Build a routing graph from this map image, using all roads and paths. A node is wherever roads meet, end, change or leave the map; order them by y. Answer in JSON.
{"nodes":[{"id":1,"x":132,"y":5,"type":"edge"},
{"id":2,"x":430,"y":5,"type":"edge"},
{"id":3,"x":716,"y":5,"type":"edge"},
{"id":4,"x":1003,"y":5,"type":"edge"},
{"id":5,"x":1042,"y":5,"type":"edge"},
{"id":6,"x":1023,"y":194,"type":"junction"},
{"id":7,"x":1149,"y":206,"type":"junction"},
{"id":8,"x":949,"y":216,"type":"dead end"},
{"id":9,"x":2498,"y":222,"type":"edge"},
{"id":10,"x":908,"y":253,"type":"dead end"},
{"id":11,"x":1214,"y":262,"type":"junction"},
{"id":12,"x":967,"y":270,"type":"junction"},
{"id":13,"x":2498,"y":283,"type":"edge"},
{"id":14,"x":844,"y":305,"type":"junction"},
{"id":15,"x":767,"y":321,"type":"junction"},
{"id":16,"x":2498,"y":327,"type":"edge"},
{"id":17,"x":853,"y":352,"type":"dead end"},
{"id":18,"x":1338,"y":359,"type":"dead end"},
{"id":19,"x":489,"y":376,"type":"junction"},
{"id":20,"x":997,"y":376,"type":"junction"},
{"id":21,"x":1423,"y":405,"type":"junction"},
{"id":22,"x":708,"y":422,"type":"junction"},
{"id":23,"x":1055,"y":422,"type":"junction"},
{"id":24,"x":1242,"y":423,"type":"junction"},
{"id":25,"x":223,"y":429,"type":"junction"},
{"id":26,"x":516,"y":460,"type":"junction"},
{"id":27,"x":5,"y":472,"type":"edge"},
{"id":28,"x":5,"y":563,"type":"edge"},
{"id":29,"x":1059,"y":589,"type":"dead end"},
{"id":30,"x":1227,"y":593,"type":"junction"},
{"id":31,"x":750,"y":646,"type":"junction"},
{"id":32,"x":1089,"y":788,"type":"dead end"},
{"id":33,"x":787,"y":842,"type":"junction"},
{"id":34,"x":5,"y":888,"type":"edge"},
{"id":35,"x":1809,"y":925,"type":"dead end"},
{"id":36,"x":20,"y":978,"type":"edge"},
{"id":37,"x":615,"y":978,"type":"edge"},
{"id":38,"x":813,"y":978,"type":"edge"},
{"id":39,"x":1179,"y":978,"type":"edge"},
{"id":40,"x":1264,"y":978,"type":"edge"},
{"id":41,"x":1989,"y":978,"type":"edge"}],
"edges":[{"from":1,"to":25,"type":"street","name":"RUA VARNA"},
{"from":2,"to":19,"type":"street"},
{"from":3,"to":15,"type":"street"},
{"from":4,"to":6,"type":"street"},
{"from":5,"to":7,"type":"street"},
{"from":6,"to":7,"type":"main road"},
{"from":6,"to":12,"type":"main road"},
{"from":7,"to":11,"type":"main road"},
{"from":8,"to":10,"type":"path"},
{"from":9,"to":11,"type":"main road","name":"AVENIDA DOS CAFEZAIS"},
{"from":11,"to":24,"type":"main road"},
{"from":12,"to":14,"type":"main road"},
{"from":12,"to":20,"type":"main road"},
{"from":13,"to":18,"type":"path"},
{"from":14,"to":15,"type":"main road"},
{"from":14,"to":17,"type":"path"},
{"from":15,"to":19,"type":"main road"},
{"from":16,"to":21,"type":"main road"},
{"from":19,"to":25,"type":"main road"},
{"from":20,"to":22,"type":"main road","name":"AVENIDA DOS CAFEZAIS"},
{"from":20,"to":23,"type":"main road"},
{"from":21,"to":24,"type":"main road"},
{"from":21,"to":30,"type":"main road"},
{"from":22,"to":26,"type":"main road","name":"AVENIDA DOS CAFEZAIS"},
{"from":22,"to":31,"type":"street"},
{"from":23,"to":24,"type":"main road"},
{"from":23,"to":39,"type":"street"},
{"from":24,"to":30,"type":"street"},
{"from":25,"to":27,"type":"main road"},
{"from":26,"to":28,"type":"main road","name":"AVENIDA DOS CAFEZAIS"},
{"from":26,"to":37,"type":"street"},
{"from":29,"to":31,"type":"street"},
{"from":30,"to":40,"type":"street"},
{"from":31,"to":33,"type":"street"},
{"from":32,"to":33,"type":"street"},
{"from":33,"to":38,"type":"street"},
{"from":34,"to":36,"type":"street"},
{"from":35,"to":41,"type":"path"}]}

## [What you have to do]
Whenever a line in the records contains the word "name", copy that line.

## [The completed task]
"edges":[{"from":1,"to":25,"type":"street","name":"RUA VARNA"},
{"from":9,"to":11,"type":"main road","name":"AVENIDA DOS CAFEZAIS"},
{"from":20,"to":22,"type":"main road","name":"AVENIDA DOS CAFEZAIS"},
{"from":22,"to":26,"type":"main road","name":"AVENIDA DOS CAFEZAIS"},
{"from":26,"to":28,"type":"main road","name":"AVENIDA DOS CAFEZAIS"},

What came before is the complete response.